*Try it*
Find all the lines in the entries below that hold the word "hand" and copy them.

*Information*
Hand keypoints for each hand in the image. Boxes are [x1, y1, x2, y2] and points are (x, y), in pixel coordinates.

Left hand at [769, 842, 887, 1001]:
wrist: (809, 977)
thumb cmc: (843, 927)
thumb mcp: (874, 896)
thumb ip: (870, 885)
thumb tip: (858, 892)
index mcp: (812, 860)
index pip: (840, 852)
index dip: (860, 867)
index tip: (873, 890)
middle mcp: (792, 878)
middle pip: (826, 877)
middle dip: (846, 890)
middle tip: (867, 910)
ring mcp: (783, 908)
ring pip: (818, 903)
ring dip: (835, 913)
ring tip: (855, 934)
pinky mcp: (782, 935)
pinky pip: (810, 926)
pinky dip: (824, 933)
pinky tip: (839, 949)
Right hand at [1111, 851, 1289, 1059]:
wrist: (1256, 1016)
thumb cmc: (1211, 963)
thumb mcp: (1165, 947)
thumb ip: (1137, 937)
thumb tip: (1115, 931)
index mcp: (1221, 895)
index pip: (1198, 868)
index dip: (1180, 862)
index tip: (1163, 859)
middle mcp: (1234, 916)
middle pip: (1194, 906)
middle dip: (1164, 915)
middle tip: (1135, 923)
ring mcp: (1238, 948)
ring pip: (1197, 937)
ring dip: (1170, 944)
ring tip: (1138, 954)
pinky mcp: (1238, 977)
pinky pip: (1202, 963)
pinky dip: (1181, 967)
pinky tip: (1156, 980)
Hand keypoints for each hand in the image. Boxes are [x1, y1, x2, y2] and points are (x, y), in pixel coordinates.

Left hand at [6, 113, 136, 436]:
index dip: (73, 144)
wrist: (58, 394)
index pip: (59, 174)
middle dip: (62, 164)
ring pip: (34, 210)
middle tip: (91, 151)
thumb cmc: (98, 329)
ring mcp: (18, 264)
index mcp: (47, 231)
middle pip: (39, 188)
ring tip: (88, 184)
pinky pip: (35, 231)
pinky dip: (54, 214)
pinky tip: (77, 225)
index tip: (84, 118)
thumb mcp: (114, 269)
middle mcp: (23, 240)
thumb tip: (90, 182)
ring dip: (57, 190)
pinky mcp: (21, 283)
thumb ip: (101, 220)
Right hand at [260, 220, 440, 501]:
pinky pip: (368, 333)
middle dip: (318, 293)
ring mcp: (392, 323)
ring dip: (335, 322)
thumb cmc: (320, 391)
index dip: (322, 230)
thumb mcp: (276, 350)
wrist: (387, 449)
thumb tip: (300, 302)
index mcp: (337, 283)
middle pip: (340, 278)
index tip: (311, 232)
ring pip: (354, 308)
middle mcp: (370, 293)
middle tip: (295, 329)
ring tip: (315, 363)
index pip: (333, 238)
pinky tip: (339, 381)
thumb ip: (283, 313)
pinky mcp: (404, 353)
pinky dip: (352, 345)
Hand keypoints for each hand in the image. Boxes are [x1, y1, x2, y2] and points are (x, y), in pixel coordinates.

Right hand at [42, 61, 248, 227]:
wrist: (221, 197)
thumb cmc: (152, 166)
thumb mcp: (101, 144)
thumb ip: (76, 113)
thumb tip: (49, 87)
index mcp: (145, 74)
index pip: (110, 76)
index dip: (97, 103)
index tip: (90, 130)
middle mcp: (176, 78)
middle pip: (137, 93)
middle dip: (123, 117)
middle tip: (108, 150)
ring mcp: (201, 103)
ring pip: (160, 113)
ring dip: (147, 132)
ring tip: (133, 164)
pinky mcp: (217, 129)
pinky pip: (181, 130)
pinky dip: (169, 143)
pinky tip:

*Answer section*
Hand keypoints for each hand in the image. Boxes are [x1, y1, x2, y2] and points are (x, y), in pixel coordinates.
Left hand at [769, 842, 887, 1001]:
Right hand at [1111, 851, 1289, 1059]:
Hand keypoints for each hand in the image. Boxes are [x1, y1, x2, y2] and points are (x, y), in pixel coordinates.
Left hand at [6, 113, 136, 436]:
Right hand at [260, 220, 440, 501]:
Hand keypoints for each hand in the image. Boxes are [x1, y1, x2, y2] and points are (x, y), in pixel coordinates.
Right hand at [42, 61, 248, 227]:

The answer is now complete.